---- RECORDS SUPPLIED

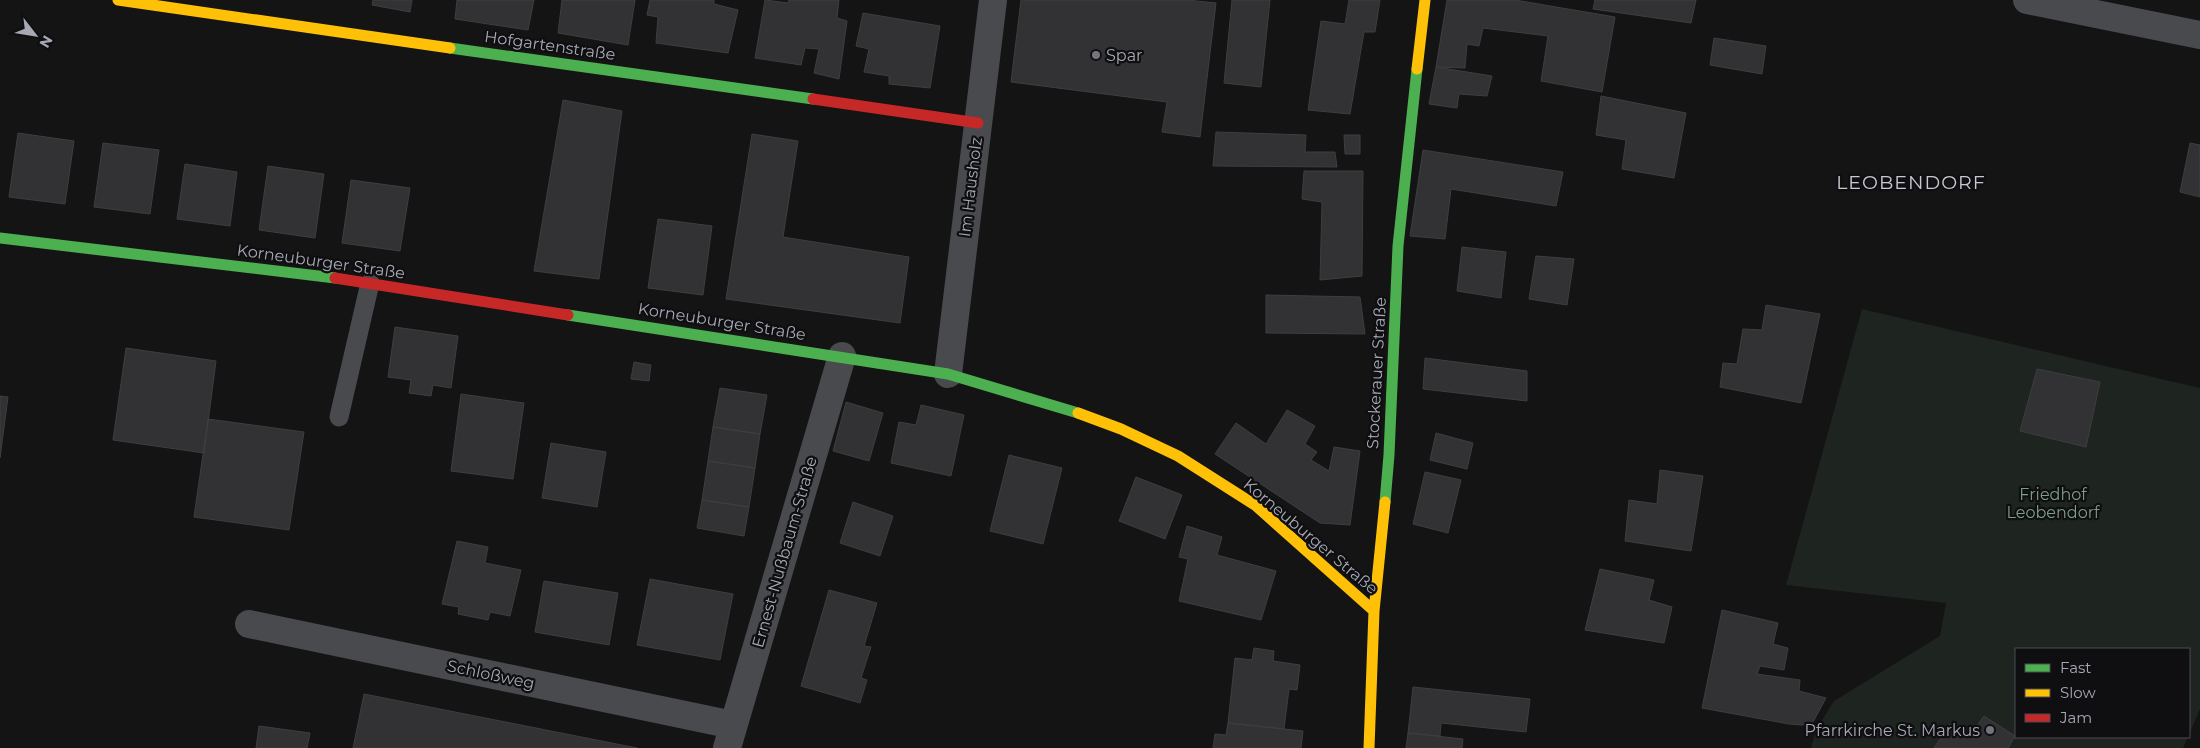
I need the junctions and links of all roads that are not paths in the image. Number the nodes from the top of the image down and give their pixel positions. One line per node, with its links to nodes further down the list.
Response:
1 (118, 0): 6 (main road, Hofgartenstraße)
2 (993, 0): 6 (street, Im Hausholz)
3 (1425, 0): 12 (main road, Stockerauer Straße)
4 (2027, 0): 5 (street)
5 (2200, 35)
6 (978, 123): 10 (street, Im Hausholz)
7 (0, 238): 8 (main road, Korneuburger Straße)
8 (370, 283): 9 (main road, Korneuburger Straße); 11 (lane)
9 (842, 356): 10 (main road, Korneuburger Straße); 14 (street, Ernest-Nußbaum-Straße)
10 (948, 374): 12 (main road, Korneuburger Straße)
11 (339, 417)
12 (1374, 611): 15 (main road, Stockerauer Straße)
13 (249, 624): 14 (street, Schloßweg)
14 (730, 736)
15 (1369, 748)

--------

ASSIGNMENT: Please transcribe all of the records above exactly, leaving out any pictures.

OUTPUT FOR THIS TASK:
I need the junctions and links of all roads that are not paths in the image. Number the nodes from the top of the image down and give their pixel positions. One line per node, with its links to nodes further down the list.
Response:
1 (118, 0): 6 (main road, Hofgartenstraße)
2 (993, 0): 6 (street, Im Hausholz)
3 (1425, 0): 12 (main road, Stockerauer Straße)
4 (2027, 0): 5 (street)
5 (2200, 35)
6 (978, 123): 10 (street, Im Hausholz)
7 (0, 238): 8 (main road, Korneuburger Straße)
8 (370, 283): 9 (main road, Korneuburger Straße); 11 (lane)
9 (842, 356): 10 (main road, Korneuburger Straße); 14 (street, Ernest-Nußbaum-Straße)
10 (948, 374): 12 (main road, Korneuburger Straße)
11 (339, 417)
12 (1374, 611): 15 (main road, Stockerauer Straße)
13 (249, 624): 14 (street, Schloßweg)
14 (730, 736)
15 (1369, 748)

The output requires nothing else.